The non-profit health insurer was set up to serve Iowa and Nebraska under Obamacare, but Gerhart made the decision to shut it down after determining it didn’t have enough money to operate. Gerhart’s spokesman, Chance McElhaney, says the concern now is the money that was left over.
He says the lawsuit is based on where the federal government stands compared to other creditors when it comes to the money. Gerhart says the feds believe they should be paid first. “The federal government has taken the position that they have a super priority ahead of all other creditors,” McElhaney explains. “The insurance commissioner…believes otherwise, that they are not the super creditor, vis-a-vis all other creditors.”
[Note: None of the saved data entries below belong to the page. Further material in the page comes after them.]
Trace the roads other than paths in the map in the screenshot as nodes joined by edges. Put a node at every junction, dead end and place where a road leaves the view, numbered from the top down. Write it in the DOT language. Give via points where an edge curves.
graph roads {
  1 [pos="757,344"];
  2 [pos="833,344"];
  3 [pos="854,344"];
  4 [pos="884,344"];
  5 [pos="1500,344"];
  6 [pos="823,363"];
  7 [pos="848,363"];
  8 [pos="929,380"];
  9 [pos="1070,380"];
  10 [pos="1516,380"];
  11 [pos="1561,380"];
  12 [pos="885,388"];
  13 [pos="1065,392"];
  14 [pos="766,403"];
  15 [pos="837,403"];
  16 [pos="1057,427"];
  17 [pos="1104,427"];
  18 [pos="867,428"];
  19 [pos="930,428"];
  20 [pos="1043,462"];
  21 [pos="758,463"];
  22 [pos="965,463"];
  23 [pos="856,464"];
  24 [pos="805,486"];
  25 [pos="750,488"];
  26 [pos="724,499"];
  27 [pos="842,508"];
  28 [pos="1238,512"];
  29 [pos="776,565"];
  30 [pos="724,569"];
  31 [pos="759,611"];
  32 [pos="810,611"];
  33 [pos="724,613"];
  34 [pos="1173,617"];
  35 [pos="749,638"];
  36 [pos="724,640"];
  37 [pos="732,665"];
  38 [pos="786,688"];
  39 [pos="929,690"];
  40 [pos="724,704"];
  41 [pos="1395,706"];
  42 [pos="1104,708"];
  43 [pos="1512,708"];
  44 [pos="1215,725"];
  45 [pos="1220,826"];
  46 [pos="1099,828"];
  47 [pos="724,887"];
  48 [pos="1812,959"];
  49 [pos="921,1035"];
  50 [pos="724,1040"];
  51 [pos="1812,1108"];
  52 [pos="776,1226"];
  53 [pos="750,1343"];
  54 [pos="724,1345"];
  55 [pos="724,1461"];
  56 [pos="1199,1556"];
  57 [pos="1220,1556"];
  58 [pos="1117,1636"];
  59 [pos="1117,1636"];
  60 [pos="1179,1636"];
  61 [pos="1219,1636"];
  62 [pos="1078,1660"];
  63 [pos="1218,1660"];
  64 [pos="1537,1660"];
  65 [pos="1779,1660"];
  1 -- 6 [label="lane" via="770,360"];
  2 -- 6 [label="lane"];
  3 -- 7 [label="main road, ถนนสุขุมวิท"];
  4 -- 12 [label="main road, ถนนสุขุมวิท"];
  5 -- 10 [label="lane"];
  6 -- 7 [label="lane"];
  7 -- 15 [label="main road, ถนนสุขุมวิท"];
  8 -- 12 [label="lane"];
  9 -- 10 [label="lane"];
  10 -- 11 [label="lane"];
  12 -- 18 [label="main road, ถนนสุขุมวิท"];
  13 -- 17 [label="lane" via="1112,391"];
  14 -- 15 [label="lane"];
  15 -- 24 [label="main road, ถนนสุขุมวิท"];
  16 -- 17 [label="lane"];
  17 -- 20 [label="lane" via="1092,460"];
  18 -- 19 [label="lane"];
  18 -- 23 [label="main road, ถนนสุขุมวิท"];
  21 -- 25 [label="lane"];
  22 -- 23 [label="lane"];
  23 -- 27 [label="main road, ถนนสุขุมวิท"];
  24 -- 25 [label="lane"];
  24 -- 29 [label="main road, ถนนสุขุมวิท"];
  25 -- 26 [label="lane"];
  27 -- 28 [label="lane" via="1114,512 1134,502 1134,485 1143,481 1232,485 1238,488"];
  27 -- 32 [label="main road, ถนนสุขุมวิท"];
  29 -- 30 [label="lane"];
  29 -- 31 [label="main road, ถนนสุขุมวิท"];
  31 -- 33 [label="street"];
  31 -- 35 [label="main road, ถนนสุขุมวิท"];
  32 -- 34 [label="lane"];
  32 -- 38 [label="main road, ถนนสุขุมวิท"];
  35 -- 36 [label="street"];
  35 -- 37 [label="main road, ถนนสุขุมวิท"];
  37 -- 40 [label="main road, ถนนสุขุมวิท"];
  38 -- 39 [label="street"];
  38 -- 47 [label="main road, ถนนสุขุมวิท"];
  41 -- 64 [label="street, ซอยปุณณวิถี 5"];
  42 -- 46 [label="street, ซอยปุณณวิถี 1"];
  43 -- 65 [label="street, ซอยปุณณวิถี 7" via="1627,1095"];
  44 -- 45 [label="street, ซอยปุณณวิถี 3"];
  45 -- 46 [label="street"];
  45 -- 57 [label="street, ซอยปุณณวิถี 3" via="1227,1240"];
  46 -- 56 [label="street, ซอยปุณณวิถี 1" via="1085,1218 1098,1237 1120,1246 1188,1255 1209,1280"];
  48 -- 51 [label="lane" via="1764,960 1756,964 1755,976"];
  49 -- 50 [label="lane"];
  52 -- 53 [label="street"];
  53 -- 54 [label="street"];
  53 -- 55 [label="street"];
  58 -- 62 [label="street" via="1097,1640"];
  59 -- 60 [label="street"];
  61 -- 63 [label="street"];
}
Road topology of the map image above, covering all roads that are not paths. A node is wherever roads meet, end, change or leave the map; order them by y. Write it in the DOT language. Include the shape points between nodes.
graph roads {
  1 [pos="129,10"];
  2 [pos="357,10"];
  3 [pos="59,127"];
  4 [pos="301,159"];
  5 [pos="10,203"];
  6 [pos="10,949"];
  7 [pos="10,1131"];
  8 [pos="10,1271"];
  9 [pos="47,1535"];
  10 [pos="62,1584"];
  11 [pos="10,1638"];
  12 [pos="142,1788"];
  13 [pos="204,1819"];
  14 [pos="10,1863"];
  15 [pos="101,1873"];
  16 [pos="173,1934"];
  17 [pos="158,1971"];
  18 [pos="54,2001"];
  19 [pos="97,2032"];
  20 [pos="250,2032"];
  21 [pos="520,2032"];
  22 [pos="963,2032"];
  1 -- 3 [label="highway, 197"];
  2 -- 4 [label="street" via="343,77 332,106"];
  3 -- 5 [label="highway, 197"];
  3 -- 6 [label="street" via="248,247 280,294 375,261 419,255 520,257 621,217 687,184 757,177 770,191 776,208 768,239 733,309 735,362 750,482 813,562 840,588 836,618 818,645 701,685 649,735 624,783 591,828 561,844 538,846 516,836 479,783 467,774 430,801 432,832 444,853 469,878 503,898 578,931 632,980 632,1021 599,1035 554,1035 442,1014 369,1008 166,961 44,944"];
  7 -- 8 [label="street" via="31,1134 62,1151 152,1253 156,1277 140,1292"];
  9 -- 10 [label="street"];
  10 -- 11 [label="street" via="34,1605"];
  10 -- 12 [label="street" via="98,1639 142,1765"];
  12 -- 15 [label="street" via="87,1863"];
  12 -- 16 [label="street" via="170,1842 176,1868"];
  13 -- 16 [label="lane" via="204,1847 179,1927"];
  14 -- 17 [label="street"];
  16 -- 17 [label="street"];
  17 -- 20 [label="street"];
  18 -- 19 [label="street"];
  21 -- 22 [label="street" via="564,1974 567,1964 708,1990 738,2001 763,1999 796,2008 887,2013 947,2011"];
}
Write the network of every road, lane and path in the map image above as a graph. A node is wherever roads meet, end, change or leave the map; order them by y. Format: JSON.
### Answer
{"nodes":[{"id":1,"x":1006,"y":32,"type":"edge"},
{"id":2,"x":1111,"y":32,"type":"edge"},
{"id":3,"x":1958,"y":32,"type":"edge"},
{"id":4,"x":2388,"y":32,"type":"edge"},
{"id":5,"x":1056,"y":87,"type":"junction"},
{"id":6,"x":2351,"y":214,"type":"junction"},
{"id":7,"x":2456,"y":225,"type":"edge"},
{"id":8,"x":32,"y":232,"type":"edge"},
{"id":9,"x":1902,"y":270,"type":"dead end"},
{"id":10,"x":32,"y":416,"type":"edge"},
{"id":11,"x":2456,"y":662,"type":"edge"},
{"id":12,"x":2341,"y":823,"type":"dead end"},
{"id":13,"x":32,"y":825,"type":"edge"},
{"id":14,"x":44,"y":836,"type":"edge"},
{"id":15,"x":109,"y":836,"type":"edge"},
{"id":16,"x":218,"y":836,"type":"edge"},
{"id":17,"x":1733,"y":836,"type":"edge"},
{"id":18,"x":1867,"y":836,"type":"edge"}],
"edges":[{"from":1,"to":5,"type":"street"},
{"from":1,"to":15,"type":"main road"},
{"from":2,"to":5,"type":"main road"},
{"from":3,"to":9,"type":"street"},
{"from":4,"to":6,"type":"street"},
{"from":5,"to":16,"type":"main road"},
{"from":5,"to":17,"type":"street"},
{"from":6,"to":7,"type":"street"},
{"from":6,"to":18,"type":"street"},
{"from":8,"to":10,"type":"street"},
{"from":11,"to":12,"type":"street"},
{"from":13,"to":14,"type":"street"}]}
McElhaney says the money would first go to the guarantee associations that paid the medical claims, but ultimately the state could end up on the hook if not paid from the liquidation funds. “It would be a direct impact of 20 million dollars to the State of Iowa — about 40 million to state of Nebraska — for 60 million total,” McElhaney says.
The federal government is claiming it is not subject to the authority of the Iowa district court, which would force the proceedings into federal court. McElhaney says a court hearing has not yet been set.